The powers that be are directly responsible for creating the problem they’re now scrambling to fix.​​​​​​​​​​​​​​​​
The above comment strikes a chord with our family and neighbors. Well said, Rex!
Such a problem accepting limits! From my perspective there’s a plethora of trails. In some places too many and very poorly ‘built” – to the detriment of soil, water and habitat. Forest fragmentation and disturbance to others and wildlife result. People can’t be everywhere. Bikers need to evolve beyond their self interested rogue persona. Bring it on: “conservation at all costs”. You know, as in Earth First.
Private individuals don’t get to selfishly decide what happens to the common property and greatest heritage of the people of the USA.
Some of the trails are well considered, designed, and built. Most of them are complete disasters…for erosion, impacts on the local features and attractions, impacts on wildlife, and more. They need to be erased.
Claiming to be a private party who gets to decide for themselves how to manage the land –for themselves and their personal interests- is the height of entitlement, and I’ll continue to support efforts to obliterate the most absurd disasters these kinds of people inflict on our wild spaces. Demanding whatever uses of the land you feel you deserve for you and yours at the expense of others is a reliable indication of crazy. If you want to engage with land management to create more opportunities for your preferred personal recreation activities, do it.
I like the outlines of these efforts: look at what is working, get rid of the rest before the place gets turned to swiss cheese with growth in the area. Control the stupid now before it gets out of hand as it has in so many other places. Preserve what we have.

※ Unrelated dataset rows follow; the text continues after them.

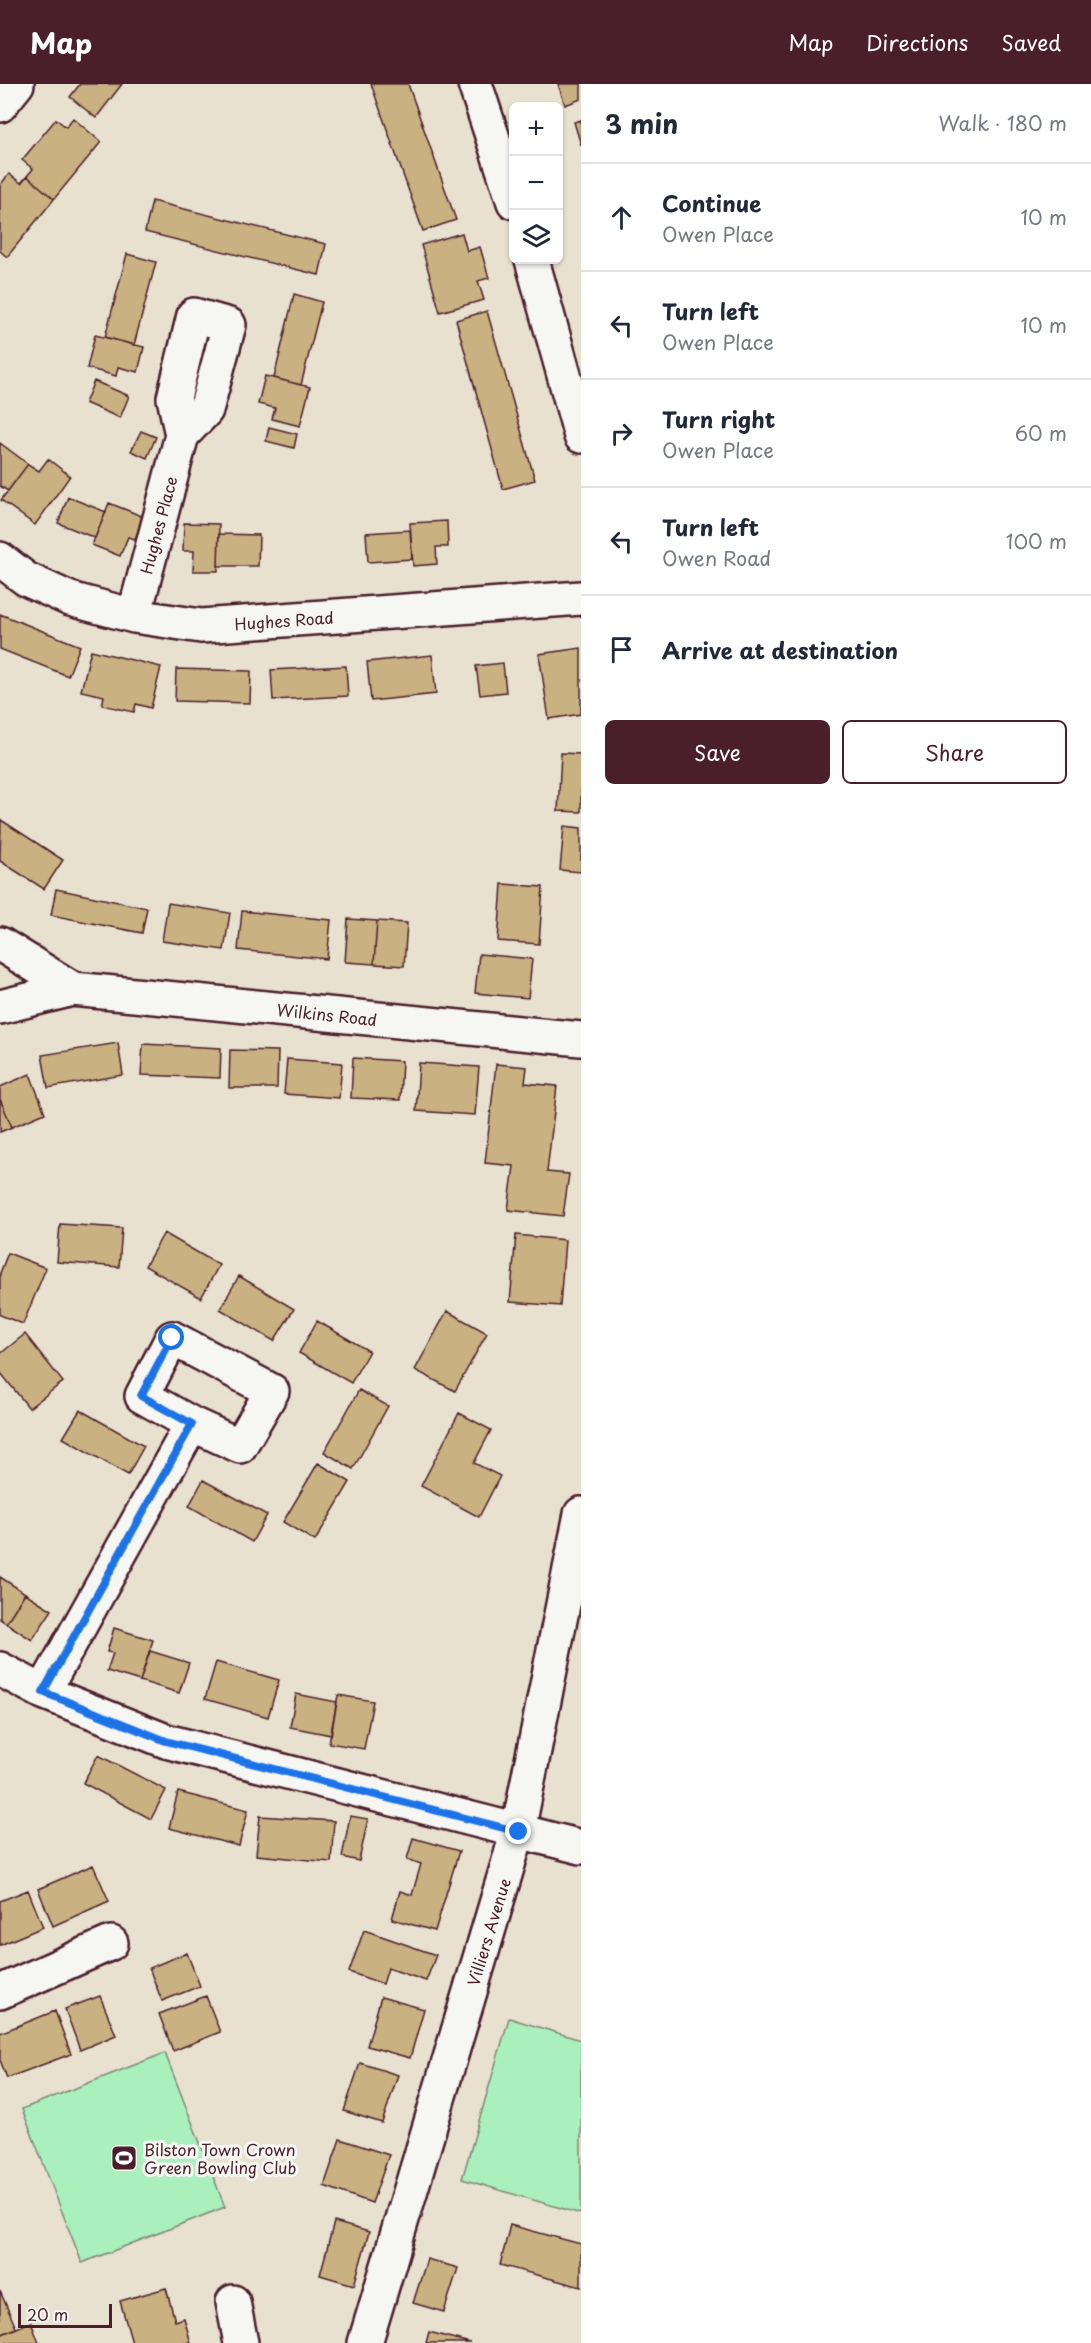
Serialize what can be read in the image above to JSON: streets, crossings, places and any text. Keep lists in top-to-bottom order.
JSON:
{
  "streets": {
    "street": [
      "Hughes Place",
      "Hughes Road",
      "Wilkins Road",
      "Villiers Avenue"
    ]
  },
  "crossings": [
    ["Hughes Place", "Hughes Road"]
  ],
  "places": {
    "sports": ["Bilston Town Crown Green Bowling Club"]
  },
  "scale_bar": "20 m",
  "page": {
    "header": "Map",
    "nav": ["Map", "Directions", "Saved"],
    "heading": ["3 min", "Walk · 180 m"],
    "map_buttons": ["+", "−"],
    "list": [
      ["Continue", "Owen Place", "10 m"],
      ["Turn left", "Owen Place", "10 m"],
      ["Turn right", "Owen Place", "60 m"],
      ["Turn left", "Owen Road", "100 m"],
      "Arrive at destination"
    ],
    "buttons": ["Save", "Share"],
    "scale": "20 m"
  }
}
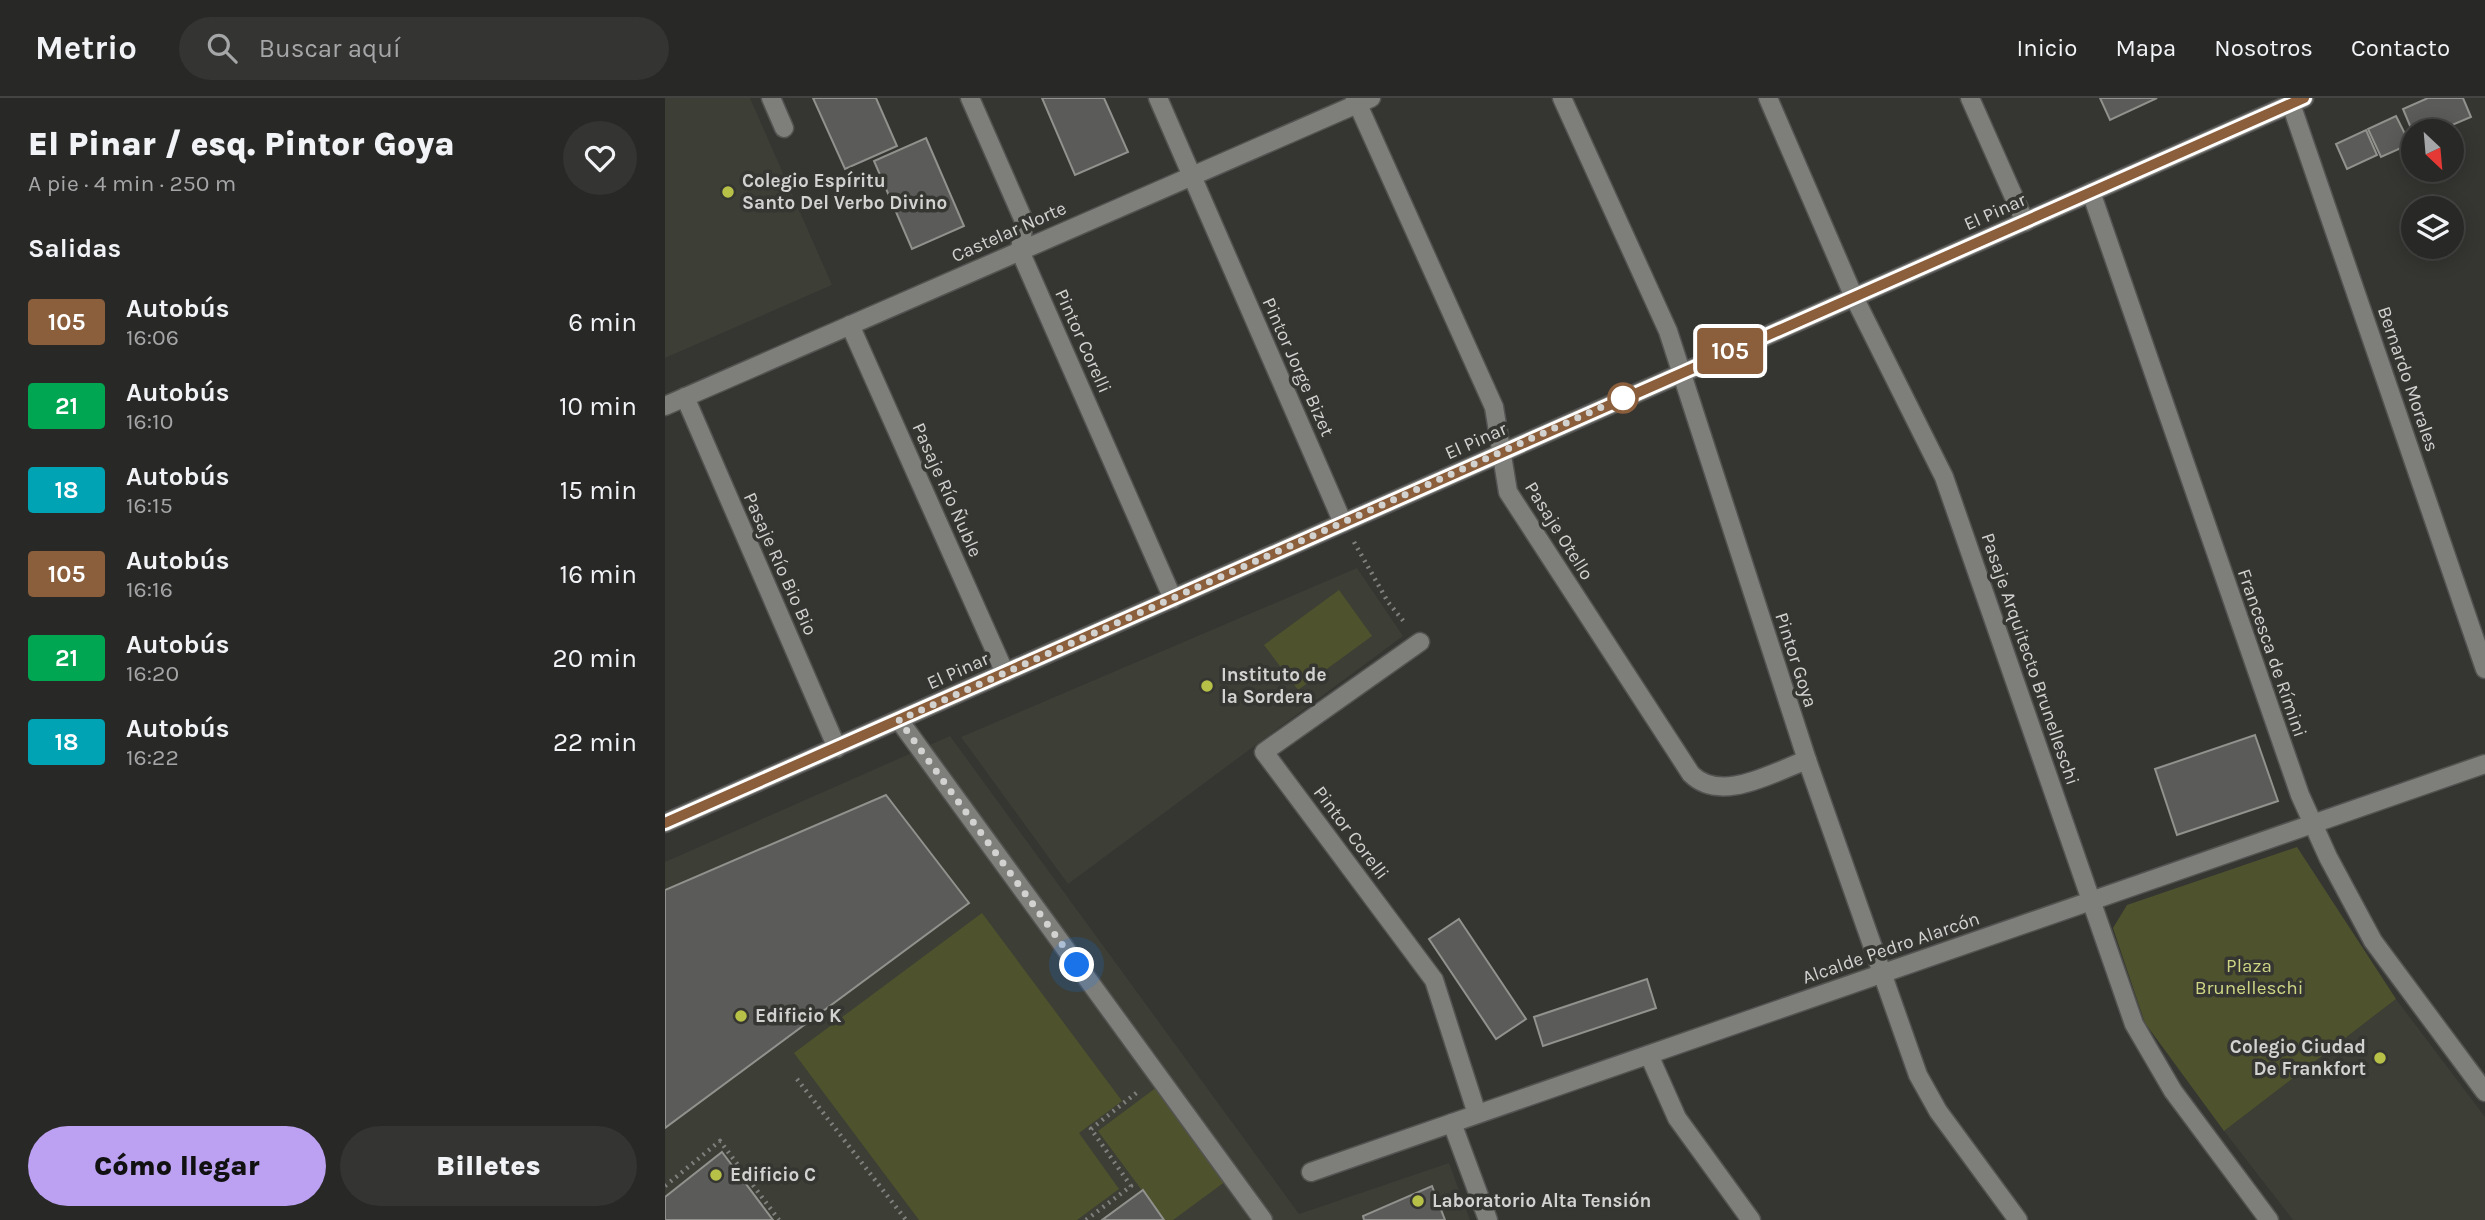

There is already way too much metastatic stupid to behold out there to bring it to our shared public lands.
While some may consider it selfish for people to use public land for their own recreational purposes, is it selfish when they are give none to begin with? Sure bikes, side by sides tear all over the state of Colorado and Boulder county, yet Boulder County has refused to make ANY purpose built downhill bike trails besides Valmont Bike park, a little chunk of vacant land next to the jail. “Conservation and all costs” in my views just means “hikers only and all costs”. States all over the country have addressed this user group, but not Boulder County. It’s a shame to see.
Wholeheartedly agree with Rex and Tristan.
Denying a major user group appropriate recreational access is a failure of Boulder County leadership. This is one of the most fit, cyclist-dense counties in the country, yet there has been virtually zero investment in purpose-built mountain bike trails.
Purpose-built bike trails are standard throughout the state, country, and world and especially where great mountain terrain exists. Dedicated trails reduce user conflict and are the most environmentally sustainable solution.
Land managers should engage the mountain bike community—groups like Boulder Mountain Bike Alliance have repeatedly offered to collaborate.
All user groups can coexist. Providing legitimate access is how you prevent rogue trails and protect the landscape long-term.